For the usability test, we tasked participants surrounding two core features. One was Notification Management: which included flagging, filtering, dismissing and undoing notifications; and another was Viewing Notifications: which included the ability to decipher notification types and severity—as well as ability to find resources such as KB articles and downloads.)
Over 90% of users used notifications to carry out responsibilities that were specific and unique to their job and over 80% of participants had no issues performing the tasks asked of them. Most users also felt the term severity made more sense when determining how critical events were, instead of priority.
Post Dashboard Notifications
I also provided a look into how notifications could be managed at a more granular level. Things is usually done on a dedicated page, which I dubbed Notification Center. It would basically behave as a dedicated page for notification management, settings, and even things like data analytics.

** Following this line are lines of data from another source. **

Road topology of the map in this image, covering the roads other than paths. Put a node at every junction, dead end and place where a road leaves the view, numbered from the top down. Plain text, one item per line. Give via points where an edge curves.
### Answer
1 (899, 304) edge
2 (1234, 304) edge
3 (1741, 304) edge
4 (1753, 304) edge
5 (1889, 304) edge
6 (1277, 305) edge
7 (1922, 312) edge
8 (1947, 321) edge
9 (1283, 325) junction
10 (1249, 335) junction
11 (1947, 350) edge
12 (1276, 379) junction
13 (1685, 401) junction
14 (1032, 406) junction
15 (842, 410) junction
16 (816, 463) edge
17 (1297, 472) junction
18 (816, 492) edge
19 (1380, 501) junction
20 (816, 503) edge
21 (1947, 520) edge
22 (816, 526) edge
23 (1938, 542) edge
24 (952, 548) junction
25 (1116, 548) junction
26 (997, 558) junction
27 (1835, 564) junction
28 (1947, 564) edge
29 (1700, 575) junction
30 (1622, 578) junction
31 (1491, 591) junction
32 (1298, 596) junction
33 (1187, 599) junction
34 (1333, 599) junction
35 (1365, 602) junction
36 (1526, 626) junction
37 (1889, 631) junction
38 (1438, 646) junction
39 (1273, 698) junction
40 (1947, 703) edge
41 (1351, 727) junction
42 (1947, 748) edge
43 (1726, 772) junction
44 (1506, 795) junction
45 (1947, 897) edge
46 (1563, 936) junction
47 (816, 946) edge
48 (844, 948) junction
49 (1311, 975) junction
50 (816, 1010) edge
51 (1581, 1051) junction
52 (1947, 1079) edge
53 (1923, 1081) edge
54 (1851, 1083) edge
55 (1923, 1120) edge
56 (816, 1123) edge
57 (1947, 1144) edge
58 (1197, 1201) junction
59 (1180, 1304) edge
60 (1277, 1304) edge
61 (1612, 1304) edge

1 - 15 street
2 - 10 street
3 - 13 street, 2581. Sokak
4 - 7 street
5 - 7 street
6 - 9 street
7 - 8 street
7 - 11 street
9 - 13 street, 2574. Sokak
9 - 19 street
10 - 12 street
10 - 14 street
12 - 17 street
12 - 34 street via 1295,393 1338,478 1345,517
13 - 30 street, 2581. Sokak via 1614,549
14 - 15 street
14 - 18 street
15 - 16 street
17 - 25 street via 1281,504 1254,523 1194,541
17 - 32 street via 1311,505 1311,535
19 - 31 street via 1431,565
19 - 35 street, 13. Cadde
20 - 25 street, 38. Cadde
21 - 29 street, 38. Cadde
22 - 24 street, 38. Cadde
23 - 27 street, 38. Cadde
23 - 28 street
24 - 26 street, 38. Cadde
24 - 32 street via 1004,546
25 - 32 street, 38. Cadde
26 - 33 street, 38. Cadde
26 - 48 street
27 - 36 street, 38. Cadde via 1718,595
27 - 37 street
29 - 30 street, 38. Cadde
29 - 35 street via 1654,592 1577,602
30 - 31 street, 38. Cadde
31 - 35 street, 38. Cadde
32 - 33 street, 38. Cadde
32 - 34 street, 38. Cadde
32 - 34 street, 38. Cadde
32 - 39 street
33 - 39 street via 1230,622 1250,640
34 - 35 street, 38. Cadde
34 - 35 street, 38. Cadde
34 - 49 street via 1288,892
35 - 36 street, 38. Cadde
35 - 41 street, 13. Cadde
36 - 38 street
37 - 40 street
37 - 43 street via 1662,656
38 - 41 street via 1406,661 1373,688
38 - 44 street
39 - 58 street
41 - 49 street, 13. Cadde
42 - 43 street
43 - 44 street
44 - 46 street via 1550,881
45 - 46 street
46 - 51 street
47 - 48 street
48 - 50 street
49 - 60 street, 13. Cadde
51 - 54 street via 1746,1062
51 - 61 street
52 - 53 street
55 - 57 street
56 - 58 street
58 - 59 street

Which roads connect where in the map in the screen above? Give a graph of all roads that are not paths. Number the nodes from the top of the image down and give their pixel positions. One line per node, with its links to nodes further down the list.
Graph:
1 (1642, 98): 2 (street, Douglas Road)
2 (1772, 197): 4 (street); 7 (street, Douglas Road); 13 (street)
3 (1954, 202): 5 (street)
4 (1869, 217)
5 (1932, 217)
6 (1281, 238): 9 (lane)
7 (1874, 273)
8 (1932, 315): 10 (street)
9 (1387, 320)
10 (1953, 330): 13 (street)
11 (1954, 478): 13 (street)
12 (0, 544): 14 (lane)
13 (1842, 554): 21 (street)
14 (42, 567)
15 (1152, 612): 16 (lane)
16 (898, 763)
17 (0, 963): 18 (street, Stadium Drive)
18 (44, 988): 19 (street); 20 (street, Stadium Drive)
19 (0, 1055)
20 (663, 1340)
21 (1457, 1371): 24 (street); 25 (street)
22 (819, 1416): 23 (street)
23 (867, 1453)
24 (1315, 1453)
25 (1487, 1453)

This was the first project at Dell I worked on from beginning to end. I remember falling in love with the power of Axure and its ability to quickly make low and high fidelity interactive prototypes. (However, it is easy to get carried away)
There will always be compromises in design. This is especially true in the digital world, where the frequency of change is high in order to adapt to users' needs and the market.
It was important for me to zoom in and out, to understand how notifications could add value to IT users focused on endpoint security. I always had scale in mind. I wanted I designed to easily evolve to more granular notifications and management, while retaining a familiar look and feel for users. Notifications only on the dashboard was a compromise, but if the design satisfies the needs of the product and users' motivations, it's a win.
It was cool to help set the foundation of notifications to be implemented in this application for the first time, as well as related products that had to surface divergent types of severities of notifications.